Wenn wir uns auf vergangenen Erfolgen ausruhen, machen wir uns überflüssig. Von den Grünen wird erwartet, dass sie die Zukunftsfragen angehen. Wir müssen also jetzt erkennen, was 2017 bis 2021 wichtig wird, und eine grüne Regierungsbeteiligung programmatisch vorbereiten.
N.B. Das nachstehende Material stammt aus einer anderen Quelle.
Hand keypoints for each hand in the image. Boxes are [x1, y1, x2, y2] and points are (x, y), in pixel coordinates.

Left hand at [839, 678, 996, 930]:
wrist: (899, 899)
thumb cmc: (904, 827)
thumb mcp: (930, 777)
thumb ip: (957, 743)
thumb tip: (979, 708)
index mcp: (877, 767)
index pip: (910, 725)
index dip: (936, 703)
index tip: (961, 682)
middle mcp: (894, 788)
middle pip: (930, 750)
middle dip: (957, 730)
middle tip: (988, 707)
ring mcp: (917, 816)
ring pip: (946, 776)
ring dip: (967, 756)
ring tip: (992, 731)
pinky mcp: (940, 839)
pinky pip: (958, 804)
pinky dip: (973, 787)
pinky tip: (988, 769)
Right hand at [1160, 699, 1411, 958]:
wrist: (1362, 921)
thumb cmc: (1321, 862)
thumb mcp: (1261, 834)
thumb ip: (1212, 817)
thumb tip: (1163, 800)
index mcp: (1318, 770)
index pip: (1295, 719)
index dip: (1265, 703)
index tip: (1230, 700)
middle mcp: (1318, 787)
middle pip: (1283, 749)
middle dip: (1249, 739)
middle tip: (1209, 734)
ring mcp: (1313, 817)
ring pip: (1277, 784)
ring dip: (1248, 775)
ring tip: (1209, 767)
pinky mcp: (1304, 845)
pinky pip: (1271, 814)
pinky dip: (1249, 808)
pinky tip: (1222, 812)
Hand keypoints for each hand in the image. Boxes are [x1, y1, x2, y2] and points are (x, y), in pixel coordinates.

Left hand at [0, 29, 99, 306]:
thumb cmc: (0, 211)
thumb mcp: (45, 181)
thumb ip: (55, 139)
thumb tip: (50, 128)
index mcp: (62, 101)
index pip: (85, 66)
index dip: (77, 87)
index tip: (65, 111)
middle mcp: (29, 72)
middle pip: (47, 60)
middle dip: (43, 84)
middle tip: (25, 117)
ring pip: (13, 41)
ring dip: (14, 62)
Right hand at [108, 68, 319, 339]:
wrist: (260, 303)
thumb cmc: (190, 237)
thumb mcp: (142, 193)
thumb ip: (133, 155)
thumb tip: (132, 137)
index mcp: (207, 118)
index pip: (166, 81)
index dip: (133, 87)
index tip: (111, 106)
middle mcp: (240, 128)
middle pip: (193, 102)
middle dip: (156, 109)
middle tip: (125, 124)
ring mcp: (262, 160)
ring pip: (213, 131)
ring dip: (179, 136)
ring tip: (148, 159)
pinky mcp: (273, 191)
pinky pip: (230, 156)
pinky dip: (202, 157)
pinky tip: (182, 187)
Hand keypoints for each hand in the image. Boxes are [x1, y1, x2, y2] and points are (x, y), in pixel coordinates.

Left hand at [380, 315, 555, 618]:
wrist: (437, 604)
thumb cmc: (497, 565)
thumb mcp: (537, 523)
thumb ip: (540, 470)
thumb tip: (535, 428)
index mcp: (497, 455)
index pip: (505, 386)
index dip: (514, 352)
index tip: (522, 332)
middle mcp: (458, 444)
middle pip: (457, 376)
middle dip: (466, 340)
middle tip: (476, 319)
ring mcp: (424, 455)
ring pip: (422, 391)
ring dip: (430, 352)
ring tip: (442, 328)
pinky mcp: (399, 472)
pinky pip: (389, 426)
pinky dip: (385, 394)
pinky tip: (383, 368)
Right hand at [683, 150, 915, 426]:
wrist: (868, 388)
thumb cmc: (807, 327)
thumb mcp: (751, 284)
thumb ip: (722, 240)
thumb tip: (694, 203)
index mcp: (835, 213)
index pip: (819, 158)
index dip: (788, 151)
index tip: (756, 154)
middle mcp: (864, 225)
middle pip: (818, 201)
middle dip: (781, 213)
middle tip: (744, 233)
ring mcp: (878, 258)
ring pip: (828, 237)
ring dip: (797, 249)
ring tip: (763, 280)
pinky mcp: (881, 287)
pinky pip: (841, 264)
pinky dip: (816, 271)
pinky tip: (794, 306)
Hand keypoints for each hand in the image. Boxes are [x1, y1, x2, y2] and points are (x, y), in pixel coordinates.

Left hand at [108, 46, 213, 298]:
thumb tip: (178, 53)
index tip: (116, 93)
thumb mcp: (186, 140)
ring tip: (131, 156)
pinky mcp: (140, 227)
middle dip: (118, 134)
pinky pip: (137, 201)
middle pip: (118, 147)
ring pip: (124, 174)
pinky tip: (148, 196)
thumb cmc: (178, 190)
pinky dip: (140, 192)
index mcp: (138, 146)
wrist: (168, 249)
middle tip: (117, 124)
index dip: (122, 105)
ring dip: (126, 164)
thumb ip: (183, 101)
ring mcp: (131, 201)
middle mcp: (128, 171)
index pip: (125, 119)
Zwei Parteien, die dem Mainstream nach dem Mund reden, regieren ja schon zusammen in der Großen Koalition.
Wo sollen die Vorstöße herkommen – taugen grüne Landesministerien als Innovationspool?
Unsere Leute in den Landesregierungen machen hervorragende Arbeit. Aber die vorausschauende, innovative Arbeit kann man nicht nebenbei aus einem Ministerium heraus leisten. Da sind jetzt alle gefragt, und wir sollten langsam mal Gas geben – ganz unabhängig von den alten Flügelkonstellationen. In dem Antrag aus Hessen erkenne ich aber leider gar kein neues inhaltliches Profil. Wo sind denn die konkreten Vorschläge, was anders gemacht werden soll? Genau das wäre jetzt aber nötig: nach vorne gerichtete Programmarbeit.
ist Bundestagsabgeordneter der Grünen aus Baden-Württemberg („Waziristan“). Der 42-Jährige ist Wirtschafts- und Finanzexperte und gehört zum linken Parteiflügel.
Aber verlagert sich das grüne Machtzentrum angesichts der Schwäche der Bundesspitze nicht inzwischen in die Länder?
Wir kommen doch nicht weiter, wenn wir jetzt diesen Bund-Länder-Konflikt beschwören. Äußerungen wie die von Jürgen Trittin über das grüne Waziristan sollte man weder öffentlich noch im Hintergrund machen. Genauso lehne ich eine pauschale Kritik an der Bundesebene ab. Wir befinden uns in einer schwierigen Lage: Angesichts der Großen Koalition und der natürlichen Vorrangstellung der Regierung bei außenpolitischen Fragen ist es momentan nicht einfach, eigene grüne Punkte zu setzen. Unsere schwachen Umfragewerte spiegeln das leider wider. Wer behauptet, dass er oder sie die Grünen jetzt sofort auf 25 Prozent führen könnte, macht sich und anderen etwas vor.
Sie sind also wirklich zufrieden mit der Bundesspitze?
Natürlich bin ich nicht immer mit allem einverstanden. Aber der Bundesvorstand hat einen Debattenprozess mit zentralen Fragen angeschoben, und unser Fraktionsvorstand im Bundestag leistet sehr gute Arbeit.